Want to escape halfway through marriage? The true voice of middle-aged women is hidden here

While scrolling through my phone late at night, I was suddenly hit by an anonymous tree hole post: "Married for fifteen years, lost in thought in front of the supermarket refrigerator today, suddenly wanting to throw down my shopping cart and run away. Under this dynamic, which is less than a hundred words long, there are actually thousands of echoes of 'the world is another me'. The marital difficulties of middle-aged women often begin with some ordinary moment - it may be discovering that their husband can never tighten the toothpaste cap, or it may be a loud slam on the door during their child's adolescence.

1. Three major signals of marital burnout

1. Daily emotional overload

Previously, trivial matters that could be handled with a smile can now lead to insomnia throughout the night. The breathing sound and WeChat prompt sound of the partner have become sources of stimulation, and the body seems to be equipped with a warning device, always in a state of readiness.

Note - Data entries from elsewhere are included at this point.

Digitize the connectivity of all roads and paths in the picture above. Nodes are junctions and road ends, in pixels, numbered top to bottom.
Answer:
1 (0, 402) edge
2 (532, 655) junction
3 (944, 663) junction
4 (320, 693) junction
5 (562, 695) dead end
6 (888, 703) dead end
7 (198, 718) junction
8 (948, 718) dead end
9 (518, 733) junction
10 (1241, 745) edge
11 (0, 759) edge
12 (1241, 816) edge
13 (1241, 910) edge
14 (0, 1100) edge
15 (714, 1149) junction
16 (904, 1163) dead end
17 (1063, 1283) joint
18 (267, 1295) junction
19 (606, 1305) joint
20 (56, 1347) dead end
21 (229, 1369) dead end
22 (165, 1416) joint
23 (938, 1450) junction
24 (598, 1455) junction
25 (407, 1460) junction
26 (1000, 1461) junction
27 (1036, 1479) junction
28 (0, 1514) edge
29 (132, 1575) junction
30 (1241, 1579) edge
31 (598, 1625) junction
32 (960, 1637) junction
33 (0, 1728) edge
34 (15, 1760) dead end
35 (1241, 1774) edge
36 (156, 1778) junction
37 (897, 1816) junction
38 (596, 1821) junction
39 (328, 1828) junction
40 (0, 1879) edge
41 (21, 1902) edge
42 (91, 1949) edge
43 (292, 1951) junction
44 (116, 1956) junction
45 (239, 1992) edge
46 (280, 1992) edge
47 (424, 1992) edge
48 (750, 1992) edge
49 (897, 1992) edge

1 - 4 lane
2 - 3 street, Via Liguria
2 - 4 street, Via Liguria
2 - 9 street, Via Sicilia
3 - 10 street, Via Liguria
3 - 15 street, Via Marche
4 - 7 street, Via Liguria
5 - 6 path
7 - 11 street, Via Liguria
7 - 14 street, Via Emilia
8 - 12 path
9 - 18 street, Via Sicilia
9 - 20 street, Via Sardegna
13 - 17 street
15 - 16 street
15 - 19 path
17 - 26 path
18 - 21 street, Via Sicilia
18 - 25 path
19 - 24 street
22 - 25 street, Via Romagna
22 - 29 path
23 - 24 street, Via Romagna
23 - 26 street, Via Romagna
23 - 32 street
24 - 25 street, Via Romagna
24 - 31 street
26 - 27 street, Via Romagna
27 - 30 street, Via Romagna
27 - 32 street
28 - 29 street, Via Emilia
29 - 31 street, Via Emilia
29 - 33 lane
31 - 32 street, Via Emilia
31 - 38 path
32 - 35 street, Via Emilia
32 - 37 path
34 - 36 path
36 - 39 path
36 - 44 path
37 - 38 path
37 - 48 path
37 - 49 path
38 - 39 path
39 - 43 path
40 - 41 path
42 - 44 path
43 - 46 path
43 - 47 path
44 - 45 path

2. Pseudo kinship The secret relationship

maintains the image of a model couple on the surface, but the actual conversation content does not exceed three sentences: "Have you paid the child's tuition?" "The property fee is in the drawer" "I will work overtime tomorrow". Same Strangers who share a bed are more lonely than living alone.

3. Blurred self-awareness

Looking at pre marital photos, one may be stunned: How did that girl who loves to write poetry and travels alone become a "certain mother" who only knows how to circle around the kitchen? This sense of identity devouring often reaches its peak in middle age.

2. The psychological need behind wanting to escape

1. The thirst for autonomy Hope that when women fulfill their reproductive responsibilities and children gradually become independent, their long suppressed self-awareness begins to awaken. Those dreams that I didn't dare to pursue when I was young will become beasts gnawing on my heart at night.

2. Lack of emotional value

Middle aged marriages are prone to fall into the trap of "functional relationships", where joint mortgage payments and raising children become the only bond. When material needs are met, the emptiness on the spiritual level becomes increasingly apparent.

3. Projection of Death Anxiety

Realizing that halfway through life, some people will prove 'I am still alive' by destroying their existing lives. This subconscious self redemption often threatens marriage Presentation in machine form.

3. Attempt to rebuild the possibility of marriage

1. Set up an emotional buffer zone

Set aside 15 minutes of "disclaimer dialogue" time every day, with the rule of only expressing feelings without solving problems. It can be said that 'seeing cherry blossoms bloom today is a bit sad', rather than 'you never understand romance'.

2. Create fresh memory points

Regularly do things that break through daily routines, such as making plans to listen to underground band performances or signing up for two person surfing classes. Common unfamiliar experiences can activate numb perceptual systems.

3. Develop an independent social circle

Participate in women's growth groups or interest clubs to establish other identities outside of marriage. When self-worth is not entirely invested in family, relationships are actually easier to breathe.

Middle aged marriage is like an old cashmere sweater, both reluctant to discard and itching all over the body. But what really needs to escape may not be the marriage itself, but the state of losing oneself in the relationship. Give yourself and your partner a chance to update their version, and you may unexpectedly discover that people who have been together for many years still have unread chapters.